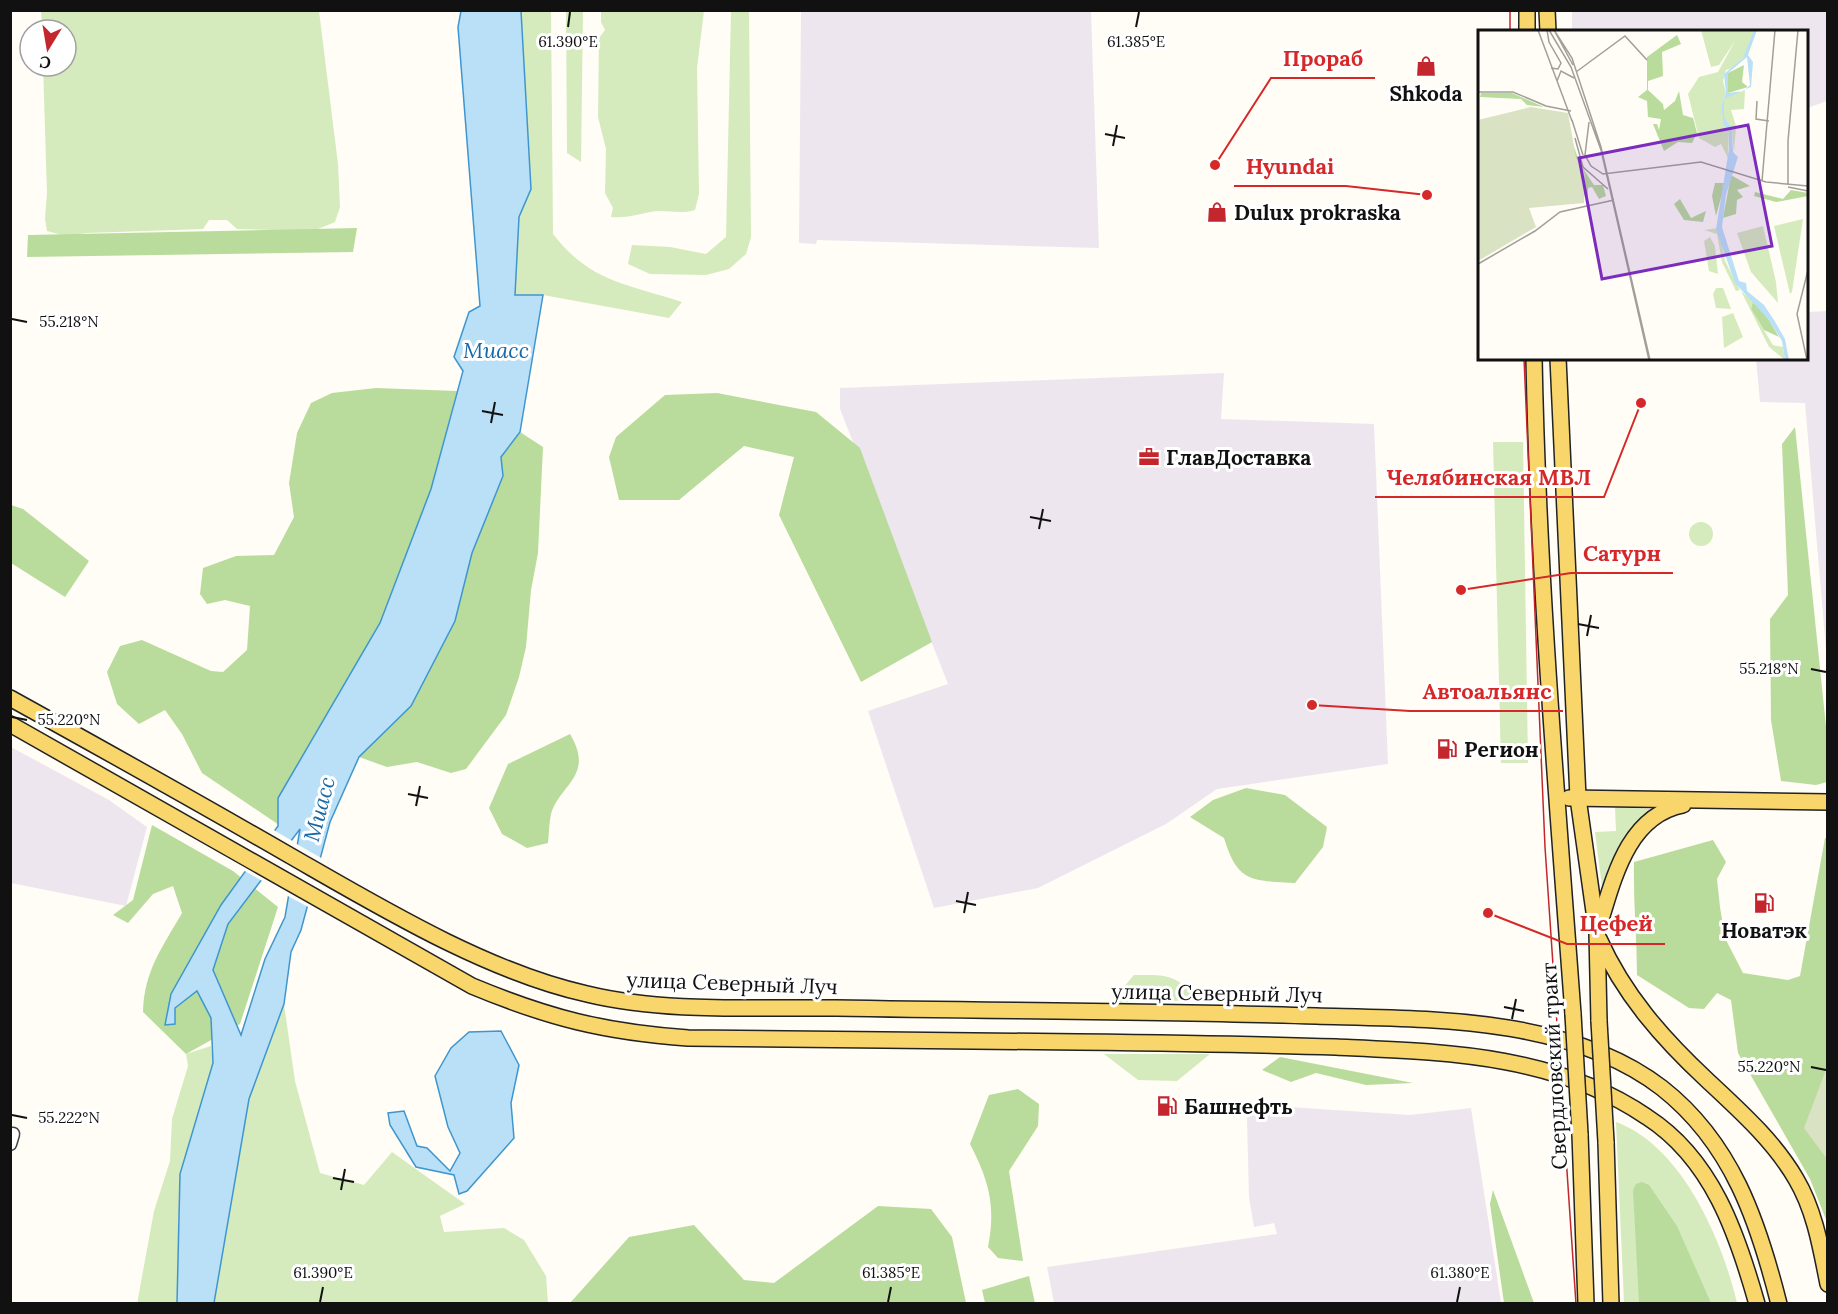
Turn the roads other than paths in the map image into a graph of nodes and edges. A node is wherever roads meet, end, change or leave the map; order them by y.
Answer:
1 (1527, 10) edge
2 (1547, 10) edge
3 (1527, 30) edge
4 (1548, 30) edge
5 (1534, 360) edge
6 (1558, 360) edge
7 (10, 698) edge
8 (10, 724) edge
9 (1557, 798) junction
10 (1578, 798) junction
11 (1700, 801) junction
12 (1827, 802) edge
13 (1597, 933) junction
14 (1827, 1284) edge
15 (1586, 1304) edge
16 (1611, 1304) edge
17 (1757, 1304) edge
18 (1779, 1304) edge

1 - 3 main road
2 - 4 main road
5 - 9 main road, Свердловский тракт
6 - 10 main road
7 - 18 main road, улица Северный Луч
8 - 17 main road
9 - 10 main road
9 - 15 main road, Свердловский тракт, bridge
10 - 11 main road
10 - 13 main road
11 - 12 main road
11 - 13 main road
13 - 14 main road
13 - 16 main road, bridge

* **Task details**:
Copy out every entry above word for word; omit the images.

* **Exercise output**:
Turn the roads other than paths in the map image into a graph of nodes and edges. A node is wherever roads meet, end, change or leave the map; order them by y.
Answer:
1 (1527, 10) edge
2 (1547, 10) edge
3 (1527, 30) edge
4 (1548, 30) edge
5 (1534, 360) edge
6 (1558, 360) edge
7 (10, 698) edge
8 (10, 724) edge
9 (1557, 798) junction
10 (1578, 798) junction
11 (1700, 801) junction
12 (1827, 802) edge
13 (1597, 933) junction
14 (1827, 1284) edge
15 (1586, 1304) edge
16 (1611, 1304) edge
17 (1757, 1304) edge
18 (1779, 1304) edge

1 - 3 main road
2 - 4 main road
5 - 9 main road, Свердловский тракт
6 - 10 main road
7 - 18 main road, улица Северный Луч
8 - 17 main road
9 - 10 main road
9 - 15 main road, Свердловский тракт, bridge
10 - 11 main road
10 - 13 main road
11 - 12 main road
11 - 13 main road
13 - 14 main road
13 - 16 main road, bridge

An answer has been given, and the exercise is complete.